Come spiegare la demenza frontotemporale alla famiglia di un residente?
È una delle situazioni più delicate in residenza medicalizzata. La famiglia di un residente DFT è spesso in sofferenza di fronte a comportamenti che interpreta come una degradazione morale del loro caro ("non avrebbe mai detto questo prima"). La formazione propone una metafora semplice ed efficace: "Il cervello del vostro caro ha perso il suo direttore — la corteccia prefrontale che filtrava i comportamenti. Quello che vedete ora è il resto del cervello che si esprime senza filtro. Non è il vostro caro che parla — è la sua malattia." Questa spiegazione trasforma generalmente la reazione della famiglia, dalla vergogna e dalla rabbia verso la comprensione e l'empatia.
Esiste un modulo sulla fine vita nei sindromi dementi?

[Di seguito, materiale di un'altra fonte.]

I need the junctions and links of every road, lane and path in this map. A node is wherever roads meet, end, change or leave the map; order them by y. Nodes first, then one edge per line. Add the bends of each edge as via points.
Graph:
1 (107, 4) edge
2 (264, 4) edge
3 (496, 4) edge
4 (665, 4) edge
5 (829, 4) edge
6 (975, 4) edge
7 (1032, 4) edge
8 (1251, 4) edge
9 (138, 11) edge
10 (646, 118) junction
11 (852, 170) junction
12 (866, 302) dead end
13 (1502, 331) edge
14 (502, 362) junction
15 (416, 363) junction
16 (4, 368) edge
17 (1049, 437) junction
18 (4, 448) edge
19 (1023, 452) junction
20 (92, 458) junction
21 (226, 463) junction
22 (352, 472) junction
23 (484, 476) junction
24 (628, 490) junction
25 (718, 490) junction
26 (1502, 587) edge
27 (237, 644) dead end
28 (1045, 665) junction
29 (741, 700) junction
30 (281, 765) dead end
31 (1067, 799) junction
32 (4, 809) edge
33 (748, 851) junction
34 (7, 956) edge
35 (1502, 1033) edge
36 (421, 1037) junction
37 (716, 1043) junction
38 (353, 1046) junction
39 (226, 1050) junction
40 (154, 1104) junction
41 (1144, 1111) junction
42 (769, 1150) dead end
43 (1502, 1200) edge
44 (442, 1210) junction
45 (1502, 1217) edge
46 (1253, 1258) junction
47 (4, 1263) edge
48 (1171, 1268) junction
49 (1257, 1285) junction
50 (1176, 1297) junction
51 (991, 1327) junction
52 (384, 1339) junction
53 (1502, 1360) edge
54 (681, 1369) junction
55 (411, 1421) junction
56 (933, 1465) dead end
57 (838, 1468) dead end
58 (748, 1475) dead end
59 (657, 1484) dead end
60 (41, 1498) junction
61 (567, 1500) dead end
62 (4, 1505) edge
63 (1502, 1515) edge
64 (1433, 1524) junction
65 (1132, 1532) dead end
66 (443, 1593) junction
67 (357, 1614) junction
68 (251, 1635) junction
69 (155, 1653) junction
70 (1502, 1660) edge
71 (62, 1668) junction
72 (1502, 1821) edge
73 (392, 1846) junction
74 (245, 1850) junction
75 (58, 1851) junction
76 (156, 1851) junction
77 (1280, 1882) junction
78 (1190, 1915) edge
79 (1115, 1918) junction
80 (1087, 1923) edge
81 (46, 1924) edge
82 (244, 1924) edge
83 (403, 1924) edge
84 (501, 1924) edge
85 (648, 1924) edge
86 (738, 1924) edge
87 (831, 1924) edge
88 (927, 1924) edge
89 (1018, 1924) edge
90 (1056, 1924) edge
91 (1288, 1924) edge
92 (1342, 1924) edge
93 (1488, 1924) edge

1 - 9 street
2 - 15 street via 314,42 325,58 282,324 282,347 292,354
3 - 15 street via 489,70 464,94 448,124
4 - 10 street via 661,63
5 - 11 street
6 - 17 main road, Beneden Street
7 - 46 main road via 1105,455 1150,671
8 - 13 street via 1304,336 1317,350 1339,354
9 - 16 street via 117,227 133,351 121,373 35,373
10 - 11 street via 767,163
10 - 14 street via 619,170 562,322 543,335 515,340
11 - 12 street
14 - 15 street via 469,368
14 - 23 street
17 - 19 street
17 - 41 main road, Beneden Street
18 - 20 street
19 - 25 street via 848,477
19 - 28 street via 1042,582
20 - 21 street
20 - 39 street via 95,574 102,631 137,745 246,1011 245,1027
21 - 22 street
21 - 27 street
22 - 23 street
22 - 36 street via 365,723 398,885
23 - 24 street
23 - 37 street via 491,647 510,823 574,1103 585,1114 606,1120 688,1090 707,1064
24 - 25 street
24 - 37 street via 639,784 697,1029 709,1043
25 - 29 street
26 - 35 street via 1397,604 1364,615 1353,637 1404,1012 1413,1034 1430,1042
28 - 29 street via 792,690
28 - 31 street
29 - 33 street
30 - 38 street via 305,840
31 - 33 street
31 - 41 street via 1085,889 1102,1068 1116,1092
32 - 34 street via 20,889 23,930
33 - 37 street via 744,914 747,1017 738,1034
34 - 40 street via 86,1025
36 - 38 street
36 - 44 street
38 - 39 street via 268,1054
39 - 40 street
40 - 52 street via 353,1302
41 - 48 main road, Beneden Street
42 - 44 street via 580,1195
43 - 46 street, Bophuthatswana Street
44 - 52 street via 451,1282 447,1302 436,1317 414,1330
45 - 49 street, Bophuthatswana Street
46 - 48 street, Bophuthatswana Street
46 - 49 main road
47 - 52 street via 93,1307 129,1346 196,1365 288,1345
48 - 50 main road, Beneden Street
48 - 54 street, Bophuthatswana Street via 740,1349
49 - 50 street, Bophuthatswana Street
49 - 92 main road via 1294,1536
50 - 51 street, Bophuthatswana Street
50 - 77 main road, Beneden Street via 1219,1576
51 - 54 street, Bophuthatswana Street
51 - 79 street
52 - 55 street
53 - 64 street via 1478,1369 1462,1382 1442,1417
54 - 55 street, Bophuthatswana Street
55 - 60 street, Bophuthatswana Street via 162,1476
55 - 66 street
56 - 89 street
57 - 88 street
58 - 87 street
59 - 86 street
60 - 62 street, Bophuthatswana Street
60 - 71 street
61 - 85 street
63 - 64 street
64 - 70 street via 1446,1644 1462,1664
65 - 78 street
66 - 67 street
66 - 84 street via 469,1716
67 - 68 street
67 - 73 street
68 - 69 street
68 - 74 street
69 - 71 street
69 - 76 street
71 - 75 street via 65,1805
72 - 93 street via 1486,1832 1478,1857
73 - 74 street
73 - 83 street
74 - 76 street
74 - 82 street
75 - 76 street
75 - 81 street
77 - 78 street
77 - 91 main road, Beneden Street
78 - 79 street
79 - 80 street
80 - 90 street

Sì. La formazione include un modulo sull'accompagnamento in fine vita nei diversi sindromi dementi — che presentano ciascuno delle peculiarità. La DCL può avere un'evoluzione più rapida rispetto all'Alzheimer una volta raggiunti gli stadi avanzati. La DFT richiede un'attenzione particolare alla comunicazione con le famiglie sull'evoluzione della malattia. La demenza vascolare può alternare fasi di stabilità e aggravamenti bruschi. La formazione affronta le cure palliative specifiche per le demenze, le direttive anticipate e come parlarne con i residenti ancora capaci di formularle.
Come giustificare l'investimento in questa formazione presso la mia direzione di Casa di riposo?
Numerosi argomenti fattuali: la riduzione del numero di incidenti farmacologici gravi (antipsicotici nella DCL), la diminuzione dei comportamenti disturbanti grazie a interventi meglio mirati, la riduzione del turnover degli operatori grazie a una migliore comprensione delle situazioni difficili (riduzione del burn-out), e il miglioramento delle valutazioni di qualità durante le ispezioni. Studi mostrano che una formazione di 8 ore sui sindromi dementi riduce del 30% gli eventi indesiderati comportamentali in residenza — un ROI molto concreto.
Malattie correlate alla malattia di Alzheimer: comprendere, distinguere e adattare le proprie pratiche
Online, al tuo ritmo, certificata Qualiopi — la formazione che fornisce al tuo team le chiavi per distinguere i sindromi dementi e adattare le proprie pratiche a ogni residente.